**WORK REQUIRED:** Please write each entry out again exactly as shown.

**EXERCISE MATERIAL:**
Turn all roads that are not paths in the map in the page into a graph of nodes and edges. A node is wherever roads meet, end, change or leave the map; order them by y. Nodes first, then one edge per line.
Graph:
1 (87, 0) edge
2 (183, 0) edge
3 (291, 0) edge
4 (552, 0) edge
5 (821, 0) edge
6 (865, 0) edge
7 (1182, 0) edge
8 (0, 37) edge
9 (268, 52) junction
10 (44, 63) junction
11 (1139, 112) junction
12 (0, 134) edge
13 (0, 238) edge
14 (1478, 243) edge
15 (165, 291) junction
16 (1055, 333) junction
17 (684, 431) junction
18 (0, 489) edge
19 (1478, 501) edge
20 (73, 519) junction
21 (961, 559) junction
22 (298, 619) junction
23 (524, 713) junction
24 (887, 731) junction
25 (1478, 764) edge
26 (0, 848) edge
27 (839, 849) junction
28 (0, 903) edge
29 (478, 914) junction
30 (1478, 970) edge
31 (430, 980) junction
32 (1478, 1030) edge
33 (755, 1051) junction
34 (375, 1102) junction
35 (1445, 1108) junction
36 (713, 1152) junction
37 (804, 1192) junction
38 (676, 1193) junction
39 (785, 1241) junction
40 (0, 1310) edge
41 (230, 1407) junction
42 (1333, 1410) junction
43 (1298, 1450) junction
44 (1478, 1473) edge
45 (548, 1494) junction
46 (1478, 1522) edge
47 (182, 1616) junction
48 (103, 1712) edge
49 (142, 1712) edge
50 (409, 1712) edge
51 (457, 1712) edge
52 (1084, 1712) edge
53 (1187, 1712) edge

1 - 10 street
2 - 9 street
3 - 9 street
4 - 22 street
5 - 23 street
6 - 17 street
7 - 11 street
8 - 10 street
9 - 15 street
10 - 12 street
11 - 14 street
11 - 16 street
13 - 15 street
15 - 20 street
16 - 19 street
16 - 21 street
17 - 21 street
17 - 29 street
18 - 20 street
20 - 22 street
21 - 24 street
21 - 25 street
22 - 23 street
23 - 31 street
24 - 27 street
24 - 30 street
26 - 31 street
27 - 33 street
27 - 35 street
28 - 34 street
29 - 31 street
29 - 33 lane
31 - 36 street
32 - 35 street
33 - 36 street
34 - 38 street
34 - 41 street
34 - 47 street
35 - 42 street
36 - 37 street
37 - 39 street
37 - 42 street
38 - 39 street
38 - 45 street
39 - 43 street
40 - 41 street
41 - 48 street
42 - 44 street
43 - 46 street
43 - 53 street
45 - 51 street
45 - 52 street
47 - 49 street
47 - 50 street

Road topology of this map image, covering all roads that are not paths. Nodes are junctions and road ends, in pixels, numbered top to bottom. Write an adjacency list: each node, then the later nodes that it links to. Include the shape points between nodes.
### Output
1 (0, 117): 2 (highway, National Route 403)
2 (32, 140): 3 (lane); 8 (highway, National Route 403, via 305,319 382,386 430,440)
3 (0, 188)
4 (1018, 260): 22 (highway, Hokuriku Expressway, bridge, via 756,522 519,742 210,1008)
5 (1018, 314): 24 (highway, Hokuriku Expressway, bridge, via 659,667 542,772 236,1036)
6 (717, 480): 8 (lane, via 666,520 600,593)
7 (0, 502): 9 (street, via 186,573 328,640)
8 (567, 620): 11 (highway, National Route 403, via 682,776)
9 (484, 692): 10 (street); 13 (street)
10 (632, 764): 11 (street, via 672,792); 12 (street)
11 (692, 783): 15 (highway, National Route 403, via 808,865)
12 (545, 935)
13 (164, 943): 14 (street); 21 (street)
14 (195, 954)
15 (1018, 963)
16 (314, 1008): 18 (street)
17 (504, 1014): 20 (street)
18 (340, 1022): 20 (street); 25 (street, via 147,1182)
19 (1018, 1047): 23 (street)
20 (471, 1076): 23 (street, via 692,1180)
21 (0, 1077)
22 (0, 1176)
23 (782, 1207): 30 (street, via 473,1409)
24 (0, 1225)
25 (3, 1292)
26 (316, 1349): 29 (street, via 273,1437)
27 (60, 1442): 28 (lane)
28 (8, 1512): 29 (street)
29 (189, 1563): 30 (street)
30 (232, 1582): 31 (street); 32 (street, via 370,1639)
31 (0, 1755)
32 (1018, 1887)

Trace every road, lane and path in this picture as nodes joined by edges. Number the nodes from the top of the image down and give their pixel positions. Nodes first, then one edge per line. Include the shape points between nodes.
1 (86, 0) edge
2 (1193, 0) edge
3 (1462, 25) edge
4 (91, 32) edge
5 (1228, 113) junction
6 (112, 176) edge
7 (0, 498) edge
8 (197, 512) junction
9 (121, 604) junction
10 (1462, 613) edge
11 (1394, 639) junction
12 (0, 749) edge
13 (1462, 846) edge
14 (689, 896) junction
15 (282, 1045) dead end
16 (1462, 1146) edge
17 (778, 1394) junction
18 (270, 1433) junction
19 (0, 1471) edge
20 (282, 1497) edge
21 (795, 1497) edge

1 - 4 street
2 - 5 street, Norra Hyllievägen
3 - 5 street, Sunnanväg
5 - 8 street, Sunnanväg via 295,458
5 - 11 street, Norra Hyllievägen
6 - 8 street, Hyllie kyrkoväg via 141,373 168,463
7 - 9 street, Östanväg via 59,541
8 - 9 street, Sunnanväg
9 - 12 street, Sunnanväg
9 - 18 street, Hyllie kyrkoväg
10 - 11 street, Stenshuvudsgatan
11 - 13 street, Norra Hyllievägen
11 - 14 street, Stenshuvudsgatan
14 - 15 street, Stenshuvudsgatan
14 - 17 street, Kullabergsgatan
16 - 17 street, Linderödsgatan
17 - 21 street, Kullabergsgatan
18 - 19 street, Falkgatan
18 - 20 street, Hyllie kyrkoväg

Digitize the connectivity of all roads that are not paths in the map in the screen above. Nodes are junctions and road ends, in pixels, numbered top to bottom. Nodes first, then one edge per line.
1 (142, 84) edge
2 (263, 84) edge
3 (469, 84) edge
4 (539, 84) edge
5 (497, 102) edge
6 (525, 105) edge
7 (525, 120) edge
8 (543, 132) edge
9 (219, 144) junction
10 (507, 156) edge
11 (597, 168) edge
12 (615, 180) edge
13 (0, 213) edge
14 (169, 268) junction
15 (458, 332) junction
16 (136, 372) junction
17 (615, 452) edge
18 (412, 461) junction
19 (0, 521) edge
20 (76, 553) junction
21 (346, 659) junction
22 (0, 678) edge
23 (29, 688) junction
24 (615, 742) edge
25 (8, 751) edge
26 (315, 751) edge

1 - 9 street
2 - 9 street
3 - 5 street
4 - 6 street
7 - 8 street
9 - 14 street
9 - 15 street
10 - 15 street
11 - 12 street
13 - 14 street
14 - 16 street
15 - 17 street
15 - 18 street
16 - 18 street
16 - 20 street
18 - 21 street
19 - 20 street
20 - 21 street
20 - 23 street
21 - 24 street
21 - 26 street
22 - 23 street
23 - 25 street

**FINAL ANSWER:**
Turn all roads that are not paths in the map in the page into a graph of nodes and edges. A node is wherever roads meet, end, change or leave the map; order them by y. Nodes first, then one edge per line.
Graph:
1 (87, 0) edge
2 (183, 0) edge
3 (291, 0) edge
4 (552, 0) edge
5 (821, 0) edge
6 (865, 0) edge
7 (1182, 0) edge
8 (0, 37) edge
9 (268, 52) junction
10 (44, 63) junction
11 (1139, 112) junction
12 (0, 134) edge
13 (0, 238) edge
14 (1478, 243) edge
15 (165, 291) junction
16 (1055, 333) junction
17 (684, 431) junction
18 (0, 489) edge
19 (1478, 501) edge
20 (73, 519) junction
21 (961, 559) junction
22 (298, 619) junction
23 (524, 713) junction
24 (887, 731) junction
25 (1478, 764) edge
26 (0, 848) edge
27 (839, 849) junction
28 (0, 903) edge
29 (478, 914) junction
30 (1478, 970) edge
31 (430, 980) junction
32 (1478, 1030) edge
33 (755, 1051) junction
34 (375, 1102) junction
35 (1445, 1108) junction
36 (713, 1152) junction
37 (804, 1192) junction
38 (676, 1193) junction
39 (785, 1241) junction
40 (0, 1310) edge
41 (230, 1407) junction
42 (1333, 1410) junction
43 (1298, 1450) junction
44 (1478, 1473) edge
45 (548, 1494) junction
46 (1478, 1522) edge
47 (182, 1616) junction
48 (103, 1712) edge
49 (142, 1712) edge
50 (409, 1712) edge
51 (457, 1712) edge
52 (1084, 1712) edge
53 (1187, 1712) edge

1 - 10 street
2 - 9 street
3 - 9 street
4 - 22 street
5 - 23 street
6 - 17 street
7 - 11 street
8 - 10 street
9 - 15 street
10 - 12 street
11 - 14 street
11 - 16 street
13 - 15 street
15 - 20 street
16 - 19 street
16 - 21 street
17 - 21 street
17 - 29 street
18 - 20 street
20 - 22 street
21 - 24 street
21 - 25 street
22 - 23 street
23 - 31 street
24 - 27 street
24 - 30 street
26 - 31 street
27 - 33 street
27 - 35 street
28 - 34 street
29 - 31 street
29 - 33 lane
31 - 36 street
32 - 35 street
33 - 36 street
34 - 38 street
34 - 41 street
34 - 47 street
35 - 42 street
36 - 37 street
37 - 39 street
37 - 42 street
38 - 39 street
38 - 45 street
39 - 43 street
40 - 41 street
41 - 48 street
42 - 44 street
43 - 46 street
43 - 53 street
45 - 51 street
45 - 52 street
47 - 49 street
47 - 50 street

Road topology of this map image, covering all roads that are not paths. Nodes are junctions and road ends, in pixels, numbered top to bottom. Write an adjacency list: each node, then the later nodes that it links to. Include the shape points between nodes.
### Output
1 (0, 117): 2 (highway, National Route 403)
2 (32, 140): 3 (lane); 8 (highway, National Route 403, via 305,319 382,386 430,440)
3 (0, 188)
4 (1018, 260): 22 (highway, Hokuriku Expressway, bridge, via 756,522 519,742 210,1008)
5 (1018, 314): 24 (highway, Hokuriku Expressway, bridge, via 659,667 542,772 236,1036)
6 (717, 480): 8 (lane, via 666,520 600,593)
7 (0, 502): 9 (street, via 186,573 328,640)
8 (567, 620): 11 (highway, National Route 403, via 682,776)
9 (484, 692): 10 (street); 13 (street)
10 (632, 764): 11 (street, via 672,792); 12 (street)
11 (692, 783): 15 (highway, National Route 403, via 808,865)
12 (545, 935)
13 (164, 943): 14 (street); 21 (street)
14 (195, 954)
15 (1018, 963)
16 (314, 1008): 18 (street)
17 (504, 1014): 20 (street)
18 (340, 1022): 20 (street); 25 (street, via 147,1182)
19 (1018, 1047): 23 (street)
20 (471, 1076): 23 (street, via 692,1180)
21 (0, 1077)
22 (0, 1176)
23 (782, 1207): 30 (street, via 473,1409)
24 (0, 1225)
25 (3, 1292)
26 (316, 1349): 29 (street, via 273,1437)
27 (60, 1442): 28 (lane)
28 (8, 1512): 29 (street)
29 (189, 1563): 30 (street)
30 (232, 1582): 31 (street); 32 (street, via 370,1639)
31 (0, 1755)
32 (1018, 1887)

Trace every road, lane and path in this picture as nodes joined by edges. Number the nodes from the top of the image down and give their pixel positions. Nodes first, then one edge per line. Include the shape points between nodes.
1 (86, 0) edge
2 (1193, 0) edge
3 (1462, 25) edge
4 (91, 32) edge
5 (1228, 113) junction
6 (112, 176) edge
7 (0, 498) edge
8 (197, 512) junction
9 (121, 604) junction
10 (1462, 613) edge
11 (1394, 639) junction
12 (0, 749) edge
13 (1462, 846) edge
14 (689, 896) junction
15 (282, 1045) dead end
16 (1462, 1146) edge
17 (778, 1394) junction
18 (270, 1433) junction
19 (0, 1471) edge
20 (282, 1497) edge
21 (795, 1497) edge

1 - 4 street
2 - 5 street, Norra Hyllievägen
3 - 5 street, Sunnanväg
5 - 8 street, Sunnanväg via 295,458
5 - 11 street, Norra Hyllievägen
6 - 8 street, Hyllie kyrkoväg via 141,373 168,463
7 - 9 street, Östanväg via 59,541
8 - 9 street, Sunnanväg
9 - 12 street, Sunnanväg
9 - 18 street, Hyllie kyrkoväg
10 - 11 street, Stenshuvudsgatan
11 - 13 street, Norra Hyllievägen
11 - 14 street, Stenshuvudsgatan
14 - 15 street, Stenshuvudsgatan
14 - 17 street, Kullabergsgatan
16 - 17 street, Linderödsgatan
17 - 21 street, Kullabergsgatan
18 - 19 street, Falkgatan
18 - 20 street, Hyllie kyrkoväg

Digitize the connectivity of all roads that are not paths in the map in the screen above. Nodes are junctions and road ends, in pixels, numbered top to bottom. Nodes first, then one edge per line.
1 (142, 84) edge
2 (263, 84) edge
3 (469, 84) edge
4 (539, 84) edge
5 (497, 102) edge
6 (525, 105) edge
7 (525, 120) edge
8 (543, 132) edge
9 (219, 144) junction
10 (507, 156) edge
11 (597, 168) edge
12 (615, 180) edge
13 (0, 213) edge
14 (169, 268) junction
15 (458, 332) junction
16 (136, 372) junction
17 (615, 452) edge
18 (412, 461) junction
19 (0, 521) edge
20 (76, 553) junction
21 (346, 659) junction
22 (0, 678) edge
23 (29, 688) junction
24 (615, 742) edge
25 (8, 751) edge
26 (315, 751) edge

1 - 9 street
2 - 9 street
3 - 5 street
4 - 6 street
7 - 8 street
9 - 14 street
9 - 15 street
10 - 15 street
11 - 12 street
13 - 14 street
14 - 16 street
15 - 17 street
15 - 18 street
16 - 18 street
16 - 20 street
18 - 21 street
19 - 20 street
20 - 21 street
20 - 23 street
21 - 24 street
21 - 26 street
22 - 23 street
23 - 25 street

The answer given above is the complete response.